On the one hand, the stage-like propagation process starting in the locus coeruleus and ending in the primary visual cortex argues in favor of AD being initiated with this first DOPEGAL-driven p-τ accumulation. On the other hand, locus coeruleus p-τ pathology was observed in nearly all cases over the age of 40 years (Braak et al., 2011), whereas higher Braak NFT stages and amyloid pathology were restricted to less than 40 percent even in the age group 90-100 years (Braak et al., 2011) indicating that not everyone exhibiting p-τ in the locus coeruleus will develop AD during life. Moreover, p-τ accumulation occurs physiologically in the status of hibernation and disappears after arousal (Arendt et al., 2003). These two points argue in favor of the hypothesis that p-τ accumulation per se is not sufficient to proceed to AD in any case, but it is very likely a prerequisite enabling the AD process to be started.
Probably Aβ may play an accelerating role here, as it aggravates p-τ pathology and its propagation (Gomes et al., 2019; Götz et al., 2001; Lewis et al., 2001), probably via a PrPC-related mechanism (Corbett et al., 2020; Gomes et al., 2019). This is integrated in the concept of primary age-related tauopathy (PART) developing into AD and being a prerequisite of this disease (Jellinger et al., 2015; Spires-Jones et al., 2017).
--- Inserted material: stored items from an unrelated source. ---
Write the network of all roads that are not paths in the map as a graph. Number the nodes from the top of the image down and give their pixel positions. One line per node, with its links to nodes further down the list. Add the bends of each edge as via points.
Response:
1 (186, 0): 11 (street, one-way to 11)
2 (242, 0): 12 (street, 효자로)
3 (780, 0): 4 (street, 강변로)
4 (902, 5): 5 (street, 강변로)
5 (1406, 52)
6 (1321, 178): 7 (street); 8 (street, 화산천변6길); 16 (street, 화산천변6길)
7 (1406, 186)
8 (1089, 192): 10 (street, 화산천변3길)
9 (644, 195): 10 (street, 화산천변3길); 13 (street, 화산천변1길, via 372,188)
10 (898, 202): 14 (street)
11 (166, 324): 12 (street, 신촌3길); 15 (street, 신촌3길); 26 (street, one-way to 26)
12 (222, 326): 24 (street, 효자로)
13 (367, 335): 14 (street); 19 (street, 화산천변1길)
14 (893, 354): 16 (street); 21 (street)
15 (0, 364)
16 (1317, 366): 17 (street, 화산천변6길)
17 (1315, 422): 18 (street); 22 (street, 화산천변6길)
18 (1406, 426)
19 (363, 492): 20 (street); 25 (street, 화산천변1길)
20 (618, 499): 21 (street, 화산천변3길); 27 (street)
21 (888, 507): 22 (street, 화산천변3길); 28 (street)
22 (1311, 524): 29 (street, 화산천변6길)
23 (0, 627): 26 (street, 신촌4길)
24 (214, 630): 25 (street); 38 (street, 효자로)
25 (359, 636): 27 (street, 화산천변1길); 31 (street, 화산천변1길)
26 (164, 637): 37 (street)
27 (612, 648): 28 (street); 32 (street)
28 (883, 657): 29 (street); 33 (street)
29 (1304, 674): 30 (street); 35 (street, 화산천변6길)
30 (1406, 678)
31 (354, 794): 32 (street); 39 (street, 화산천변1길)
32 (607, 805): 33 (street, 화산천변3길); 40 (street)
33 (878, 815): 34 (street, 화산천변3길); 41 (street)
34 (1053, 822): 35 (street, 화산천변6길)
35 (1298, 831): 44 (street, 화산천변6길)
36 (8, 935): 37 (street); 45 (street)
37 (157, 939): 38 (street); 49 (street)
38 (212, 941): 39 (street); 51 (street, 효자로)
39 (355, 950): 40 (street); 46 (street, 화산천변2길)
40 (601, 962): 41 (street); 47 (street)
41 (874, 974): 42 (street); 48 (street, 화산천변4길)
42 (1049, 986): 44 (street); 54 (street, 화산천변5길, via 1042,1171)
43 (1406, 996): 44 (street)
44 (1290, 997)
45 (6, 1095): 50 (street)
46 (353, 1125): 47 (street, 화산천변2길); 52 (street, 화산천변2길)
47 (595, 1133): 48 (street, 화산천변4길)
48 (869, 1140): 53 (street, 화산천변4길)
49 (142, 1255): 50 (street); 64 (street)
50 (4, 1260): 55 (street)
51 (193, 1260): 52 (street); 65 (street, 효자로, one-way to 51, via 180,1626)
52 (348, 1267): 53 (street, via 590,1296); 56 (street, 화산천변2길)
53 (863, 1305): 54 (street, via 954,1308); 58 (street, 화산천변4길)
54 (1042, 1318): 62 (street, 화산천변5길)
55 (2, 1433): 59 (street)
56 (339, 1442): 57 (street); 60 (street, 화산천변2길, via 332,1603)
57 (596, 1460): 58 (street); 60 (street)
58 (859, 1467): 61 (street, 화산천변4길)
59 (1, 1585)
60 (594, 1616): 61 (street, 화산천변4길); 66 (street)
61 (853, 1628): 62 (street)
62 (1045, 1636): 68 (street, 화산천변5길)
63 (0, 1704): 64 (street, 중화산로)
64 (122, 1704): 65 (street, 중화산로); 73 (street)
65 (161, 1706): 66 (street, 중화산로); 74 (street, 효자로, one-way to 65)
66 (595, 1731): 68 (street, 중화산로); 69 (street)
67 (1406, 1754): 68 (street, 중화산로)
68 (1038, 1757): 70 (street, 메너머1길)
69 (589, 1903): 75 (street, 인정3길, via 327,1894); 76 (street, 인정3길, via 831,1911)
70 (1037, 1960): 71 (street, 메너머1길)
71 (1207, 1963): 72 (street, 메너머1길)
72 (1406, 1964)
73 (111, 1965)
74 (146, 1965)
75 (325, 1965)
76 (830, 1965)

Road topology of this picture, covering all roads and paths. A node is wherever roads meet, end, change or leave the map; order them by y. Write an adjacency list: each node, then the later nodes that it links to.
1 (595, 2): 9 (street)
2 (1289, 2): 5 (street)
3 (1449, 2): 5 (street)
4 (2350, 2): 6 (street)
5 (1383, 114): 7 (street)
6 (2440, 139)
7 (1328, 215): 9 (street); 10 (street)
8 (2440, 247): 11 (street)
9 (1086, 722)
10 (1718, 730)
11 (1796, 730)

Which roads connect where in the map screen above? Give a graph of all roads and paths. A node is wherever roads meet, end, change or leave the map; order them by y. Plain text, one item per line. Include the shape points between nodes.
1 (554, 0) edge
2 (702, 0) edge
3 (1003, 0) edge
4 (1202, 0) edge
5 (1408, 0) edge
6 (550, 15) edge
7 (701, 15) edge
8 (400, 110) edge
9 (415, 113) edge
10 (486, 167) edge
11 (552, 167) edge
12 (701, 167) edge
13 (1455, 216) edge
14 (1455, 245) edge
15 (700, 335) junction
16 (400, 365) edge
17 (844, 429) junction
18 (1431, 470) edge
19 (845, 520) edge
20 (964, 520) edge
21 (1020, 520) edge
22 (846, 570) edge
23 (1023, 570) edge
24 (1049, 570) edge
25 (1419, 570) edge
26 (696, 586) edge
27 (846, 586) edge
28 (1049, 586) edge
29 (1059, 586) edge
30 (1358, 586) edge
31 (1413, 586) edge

The potential role of norepinephrine metabolism in this process will be an important factor in understanding p-τ and its potential physiological/pathological roles. In hibernating animals, the production of p-τ is physiological and reversible (Arendt et al., 2003). If there is a border between reversible p-τ and AD p-τ, it is currently being discussed that this border may be influenced by the different phosphorylation sites of τ becoming phosphorylated at certain steps of the τ pathology development (Aragão Gomes et al., 2021).
Whether stress and sleep have an impact on p-τ formation, and whether the generation of p-τ has a sleep/stress-related role, needs to be further analyzed and will teach us about lifestyle influence on τ pathology. The role of MAO-A as shown by Kang et al., and the involvement of p-τ in the hibernation process of the brain, could argue in favor of this hypothesis.
The distribution pattern of AD-related granulovacuolar degeneration in regions related to the chronic stress response and to sleep wakefulness, all receiving input from the locus coeruleus (Thal et al., 2011), may support the link to AD. The reason for this is that granulovacuolar degeneration has been reported to be induced by p-τ (Wiersma et al. 2019) and appears to be critically involved in AD-related neuron loss via necroptosis (Koper et al., 2020).